Dave Brat, an economics professor at Randolph-Macon College, turned the political world upside down some weeks back when he beat the sitting House majority leader Eric Cantor in a Virginia primary for the US House of Representatives. I believe that had never happened before, and political pros and journalists were all blindsided, especially because the narrative inside-the-Beltway types are invested in, Democrats or Republicans, is that the Tea Party is dead as a political force. Unfortunately for “the establishment” some people just won’t give up on the idea of our government and laws actually adhering to the Constitution. How radical!
Now journalists are having to dig into Mr. Brat’s life and see who the guy is. A quick search reveals a plethora of “Who is this guy?” stories. It won’t surprise anyone that The New York Times is doing its best to distort what the economics professor turned politician thinks in a piece this week titled “David Brat’s Hand-of-God Economics,” and you can guess the title is not meant to be complimentary. Professor Brat is one of those most scary of Americans: he’s a Christian who actually tries to apply what he believes, his worldview, to all of life, and what’s worse, he’s on the cusp of attaining political power and then to usher in a theocracy. At least that’s the fear of the secular liberals among us, who usually do a very good job of distorting, purposefully or not, what Christians actually believe.
Fortunately, this wonderful thing called the internet allows distortions to be almost immediately challenged and published for all the world to see, and in this case we have a very effective answer at the Acton Institute blog by Jordan Ballor:
In a piece today for the NYT Magazine, economics reporter Binyamin Appelbaum examines David Brat’s fusion of faith and free-market economics. Appelbaum finds that mixture problematic, to say the least, but it’s hard to sort out whether it is the religious faith or the free-market sympathies that Appelbaum finds more troubling.

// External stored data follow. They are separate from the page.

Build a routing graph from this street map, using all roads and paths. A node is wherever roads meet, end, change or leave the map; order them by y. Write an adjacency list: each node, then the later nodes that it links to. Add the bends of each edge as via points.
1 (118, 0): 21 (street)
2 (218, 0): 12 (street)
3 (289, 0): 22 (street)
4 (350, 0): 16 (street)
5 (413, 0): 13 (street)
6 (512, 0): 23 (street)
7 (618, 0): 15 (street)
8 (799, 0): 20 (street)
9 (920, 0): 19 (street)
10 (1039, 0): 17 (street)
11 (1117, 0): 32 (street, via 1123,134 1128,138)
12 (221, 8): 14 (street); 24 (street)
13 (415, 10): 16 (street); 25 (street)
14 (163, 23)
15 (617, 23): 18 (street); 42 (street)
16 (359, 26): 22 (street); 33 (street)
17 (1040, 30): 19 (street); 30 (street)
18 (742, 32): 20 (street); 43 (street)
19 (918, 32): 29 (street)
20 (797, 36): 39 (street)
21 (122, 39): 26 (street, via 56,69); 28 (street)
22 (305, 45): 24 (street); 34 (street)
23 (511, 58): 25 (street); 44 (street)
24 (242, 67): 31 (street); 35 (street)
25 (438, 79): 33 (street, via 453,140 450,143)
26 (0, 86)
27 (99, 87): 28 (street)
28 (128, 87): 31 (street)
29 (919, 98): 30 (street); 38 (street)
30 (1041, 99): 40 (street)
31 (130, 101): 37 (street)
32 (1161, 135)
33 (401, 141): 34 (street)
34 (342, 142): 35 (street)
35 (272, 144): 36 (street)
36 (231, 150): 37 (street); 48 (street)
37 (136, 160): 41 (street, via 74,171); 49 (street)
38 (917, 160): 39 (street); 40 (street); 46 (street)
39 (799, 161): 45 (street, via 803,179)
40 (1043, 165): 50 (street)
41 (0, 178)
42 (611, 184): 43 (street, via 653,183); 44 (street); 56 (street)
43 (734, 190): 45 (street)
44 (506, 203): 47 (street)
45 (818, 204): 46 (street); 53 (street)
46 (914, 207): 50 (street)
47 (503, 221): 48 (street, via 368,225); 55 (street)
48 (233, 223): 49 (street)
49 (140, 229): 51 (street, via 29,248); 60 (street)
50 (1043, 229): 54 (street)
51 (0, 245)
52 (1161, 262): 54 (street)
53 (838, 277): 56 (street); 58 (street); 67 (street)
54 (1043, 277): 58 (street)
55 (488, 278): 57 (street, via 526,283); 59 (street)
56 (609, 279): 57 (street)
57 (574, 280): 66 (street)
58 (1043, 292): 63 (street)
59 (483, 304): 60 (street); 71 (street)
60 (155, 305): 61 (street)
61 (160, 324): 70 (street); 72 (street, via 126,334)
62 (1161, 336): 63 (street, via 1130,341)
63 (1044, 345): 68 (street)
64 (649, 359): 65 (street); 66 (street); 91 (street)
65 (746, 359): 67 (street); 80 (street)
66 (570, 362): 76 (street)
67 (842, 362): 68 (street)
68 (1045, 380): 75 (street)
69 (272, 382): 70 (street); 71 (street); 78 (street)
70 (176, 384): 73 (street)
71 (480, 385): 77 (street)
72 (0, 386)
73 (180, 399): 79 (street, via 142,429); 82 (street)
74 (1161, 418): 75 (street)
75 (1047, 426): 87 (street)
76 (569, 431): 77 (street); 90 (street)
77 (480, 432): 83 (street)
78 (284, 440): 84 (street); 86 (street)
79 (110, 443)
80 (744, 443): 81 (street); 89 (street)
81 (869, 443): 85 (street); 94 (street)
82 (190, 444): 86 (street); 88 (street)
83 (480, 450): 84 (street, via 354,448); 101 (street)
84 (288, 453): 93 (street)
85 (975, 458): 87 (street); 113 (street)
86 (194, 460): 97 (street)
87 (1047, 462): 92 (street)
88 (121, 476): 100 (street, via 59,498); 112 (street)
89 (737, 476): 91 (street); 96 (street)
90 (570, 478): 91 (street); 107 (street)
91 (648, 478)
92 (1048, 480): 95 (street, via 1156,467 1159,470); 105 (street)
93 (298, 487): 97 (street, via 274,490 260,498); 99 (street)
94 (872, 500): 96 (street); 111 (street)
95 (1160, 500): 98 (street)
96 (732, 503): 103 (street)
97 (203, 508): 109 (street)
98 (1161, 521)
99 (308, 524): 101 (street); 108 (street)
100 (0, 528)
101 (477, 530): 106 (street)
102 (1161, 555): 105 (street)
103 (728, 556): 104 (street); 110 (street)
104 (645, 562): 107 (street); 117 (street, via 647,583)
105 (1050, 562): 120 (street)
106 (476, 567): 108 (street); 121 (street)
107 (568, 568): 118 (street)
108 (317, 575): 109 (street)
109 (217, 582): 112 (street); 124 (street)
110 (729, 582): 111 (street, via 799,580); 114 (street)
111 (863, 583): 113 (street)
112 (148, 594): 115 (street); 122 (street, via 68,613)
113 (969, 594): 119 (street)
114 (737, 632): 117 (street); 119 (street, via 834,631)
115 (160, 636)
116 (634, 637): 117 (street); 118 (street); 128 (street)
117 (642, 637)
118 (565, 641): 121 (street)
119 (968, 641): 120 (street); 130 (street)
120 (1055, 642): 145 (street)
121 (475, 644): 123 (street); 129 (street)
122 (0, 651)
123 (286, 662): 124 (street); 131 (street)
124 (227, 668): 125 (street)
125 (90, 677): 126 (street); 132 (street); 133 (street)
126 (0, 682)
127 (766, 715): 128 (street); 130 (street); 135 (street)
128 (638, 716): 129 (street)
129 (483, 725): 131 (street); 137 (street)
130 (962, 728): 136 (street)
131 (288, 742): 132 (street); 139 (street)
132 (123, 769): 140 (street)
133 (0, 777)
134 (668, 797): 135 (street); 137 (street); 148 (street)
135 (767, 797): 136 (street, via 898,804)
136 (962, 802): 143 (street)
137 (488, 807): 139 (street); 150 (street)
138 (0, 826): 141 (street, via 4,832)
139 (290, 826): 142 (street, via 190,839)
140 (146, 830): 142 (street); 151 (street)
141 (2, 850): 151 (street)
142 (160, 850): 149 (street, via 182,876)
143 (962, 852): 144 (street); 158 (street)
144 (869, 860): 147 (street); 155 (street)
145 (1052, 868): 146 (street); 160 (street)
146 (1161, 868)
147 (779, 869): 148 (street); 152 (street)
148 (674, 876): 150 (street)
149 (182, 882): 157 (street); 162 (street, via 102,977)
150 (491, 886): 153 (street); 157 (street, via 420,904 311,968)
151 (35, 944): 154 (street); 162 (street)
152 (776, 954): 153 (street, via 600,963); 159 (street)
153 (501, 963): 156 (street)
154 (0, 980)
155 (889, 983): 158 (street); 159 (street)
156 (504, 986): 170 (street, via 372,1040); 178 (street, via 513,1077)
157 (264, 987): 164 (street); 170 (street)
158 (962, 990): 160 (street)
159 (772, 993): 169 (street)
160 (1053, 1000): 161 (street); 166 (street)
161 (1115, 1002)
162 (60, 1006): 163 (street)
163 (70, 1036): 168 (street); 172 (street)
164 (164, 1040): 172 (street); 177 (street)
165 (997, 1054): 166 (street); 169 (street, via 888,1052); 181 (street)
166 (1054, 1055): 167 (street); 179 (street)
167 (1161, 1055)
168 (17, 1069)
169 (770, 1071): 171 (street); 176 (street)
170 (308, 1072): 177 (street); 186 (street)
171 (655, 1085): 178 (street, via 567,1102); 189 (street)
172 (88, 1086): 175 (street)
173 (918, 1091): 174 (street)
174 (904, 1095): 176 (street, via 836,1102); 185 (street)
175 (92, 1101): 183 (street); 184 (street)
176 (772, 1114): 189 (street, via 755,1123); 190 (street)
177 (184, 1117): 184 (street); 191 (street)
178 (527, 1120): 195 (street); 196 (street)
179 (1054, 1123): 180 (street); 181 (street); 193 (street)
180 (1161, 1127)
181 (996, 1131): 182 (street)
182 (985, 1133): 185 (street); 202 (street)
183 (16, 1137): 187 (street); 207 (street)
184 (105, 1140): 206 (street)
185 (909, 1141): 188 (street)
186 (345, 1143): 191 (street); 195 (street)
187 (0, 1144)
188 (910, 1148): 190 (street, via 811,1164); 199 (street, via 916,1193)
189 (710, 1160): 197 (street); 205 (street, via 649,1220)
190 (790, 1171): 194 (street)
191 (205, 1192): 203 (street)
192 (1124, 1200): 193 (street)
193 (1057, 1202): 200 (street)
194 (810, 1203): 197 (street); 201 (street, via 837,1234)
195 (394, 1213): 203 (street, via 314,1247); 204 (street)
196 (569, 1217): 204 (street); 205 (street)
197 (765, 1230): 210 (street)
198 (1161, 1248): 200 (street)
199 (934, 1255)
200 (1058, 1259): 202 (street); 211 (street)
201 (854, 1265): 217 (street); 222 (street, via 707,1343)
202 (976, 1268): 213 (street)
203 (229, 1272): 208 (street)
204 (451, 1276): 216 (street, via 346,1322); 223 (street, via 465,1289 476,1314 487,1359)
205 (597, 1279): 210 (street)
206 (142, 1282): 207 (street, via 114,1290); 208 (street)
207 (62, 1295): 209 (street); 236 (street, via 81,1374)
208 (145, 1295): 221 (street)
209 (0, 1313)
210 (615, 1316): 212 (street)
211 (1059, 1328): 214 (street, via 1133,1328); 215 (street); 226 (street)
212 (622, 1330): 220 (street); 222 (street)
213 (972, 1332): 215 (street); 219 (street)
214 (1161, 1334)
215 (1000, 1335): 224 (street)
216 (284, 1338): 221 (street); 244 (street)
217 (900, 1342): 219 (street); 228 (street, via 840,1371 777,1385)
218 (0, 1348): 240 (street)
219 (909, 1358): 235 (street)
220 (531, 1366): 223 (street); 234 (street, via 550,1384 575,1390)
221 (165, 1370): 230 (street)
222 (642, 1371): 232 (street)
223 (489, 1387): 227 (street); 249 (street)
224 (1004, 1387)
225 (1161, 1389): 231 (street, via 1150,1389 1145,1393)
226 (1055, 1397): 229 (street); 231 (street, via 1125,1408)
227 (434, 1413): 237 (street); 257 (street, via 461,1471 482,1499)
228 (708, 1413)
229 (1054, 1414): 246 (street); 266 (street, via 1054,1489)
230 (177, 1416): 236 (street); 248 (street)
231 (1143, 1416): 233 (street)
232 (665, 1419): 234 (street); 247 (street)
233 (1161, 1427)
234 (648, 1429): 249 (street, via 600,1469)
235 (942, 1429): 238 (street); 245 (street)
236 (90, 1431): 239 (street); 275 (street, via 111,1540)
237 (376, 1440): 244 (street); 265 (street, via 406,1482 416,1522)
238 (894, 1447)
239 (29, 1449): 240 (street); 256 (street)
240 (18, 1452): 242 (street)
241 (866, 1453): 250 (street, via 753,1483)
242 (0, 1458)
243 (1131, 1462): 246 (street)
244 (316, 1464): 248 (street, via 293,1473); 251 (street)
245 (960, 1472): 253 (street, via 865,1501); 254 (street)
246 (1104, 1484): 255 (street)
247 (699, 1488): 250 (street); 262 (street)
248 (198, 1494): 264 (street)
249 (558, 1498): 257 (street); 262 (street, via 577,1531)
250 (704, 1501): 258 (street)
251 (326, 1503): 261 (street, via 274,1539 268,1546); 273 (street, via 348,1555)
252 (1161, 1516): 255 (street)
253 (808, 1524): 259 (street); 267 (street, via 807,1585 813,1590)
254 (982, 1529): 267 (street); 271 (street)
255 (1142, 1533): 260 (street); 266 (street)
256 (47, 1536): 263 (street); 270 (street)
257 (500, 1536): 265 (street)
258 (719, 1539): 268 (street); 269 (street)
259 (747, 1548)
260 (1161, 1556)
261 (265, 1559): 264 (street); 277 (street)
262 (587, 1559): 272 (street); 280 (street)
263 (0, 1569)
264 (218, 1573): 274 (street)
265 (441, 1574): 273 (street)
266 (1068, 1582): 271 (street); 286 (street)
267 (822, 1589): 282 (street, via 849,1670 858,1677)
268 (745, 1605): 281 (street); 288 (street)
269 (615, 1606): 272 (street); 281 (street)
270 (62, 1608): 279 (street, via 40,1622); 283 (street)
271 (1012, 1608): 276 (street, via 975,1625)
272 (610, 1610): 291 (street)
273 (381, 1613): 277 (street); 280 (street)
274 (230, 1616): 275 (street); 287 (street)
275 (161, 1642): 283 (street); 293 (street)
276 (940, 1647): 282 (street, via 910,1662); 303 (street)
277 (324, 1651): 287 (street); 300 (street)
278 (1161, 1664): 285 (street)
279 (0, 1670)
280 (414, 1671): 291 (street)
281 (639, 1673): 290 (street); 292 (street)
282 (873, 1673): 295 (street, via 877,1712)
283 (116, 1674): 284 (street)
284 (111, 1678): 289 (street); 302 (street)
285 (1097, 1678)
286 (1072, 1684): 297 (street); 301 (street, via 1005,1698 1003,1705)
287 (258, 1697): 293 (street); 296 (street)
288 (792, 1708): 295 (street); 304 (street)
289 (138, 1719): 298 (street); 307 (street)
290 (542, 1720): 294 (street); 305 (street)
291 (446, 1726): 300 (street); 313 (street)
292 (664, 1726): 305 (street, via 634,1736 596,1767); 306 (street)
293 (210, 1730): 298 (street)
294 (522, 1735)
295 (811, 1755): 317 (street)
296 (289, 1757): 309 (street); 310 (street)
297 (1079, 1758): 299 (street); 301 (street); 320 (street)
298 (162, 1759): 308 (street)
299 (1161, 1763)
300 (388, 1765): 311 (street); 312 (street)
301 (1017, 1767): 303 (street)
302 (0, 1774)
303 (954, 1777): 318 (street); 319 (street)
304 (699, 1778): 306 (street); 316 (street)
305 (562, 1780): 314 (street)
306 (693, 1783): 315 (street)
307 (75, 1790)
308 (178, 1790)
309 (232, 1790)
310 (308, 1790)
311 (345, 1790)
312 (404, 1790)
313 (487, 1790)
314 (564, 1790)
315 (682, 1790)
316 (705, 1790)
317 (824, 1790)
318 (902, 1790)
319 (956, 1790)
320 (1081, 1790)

God forbid, pardon the pun, that a person’s religious faith should inform how he views economics, or that a religious person like Brat prefers the free-market to statist economic approaches. But this isn’t a faith vs. a non-faith story, but a faith in God-is-irrelevant-to-economic-life secularism vs. a view that realizes that human beings are not just material one dimensional beings. If you want to get a reality-based argument that treats human beings as we find them, which means faith-based religious creatures, one of the great economic books of all time, George Gilder’s Wealth and Poverty is a great resource.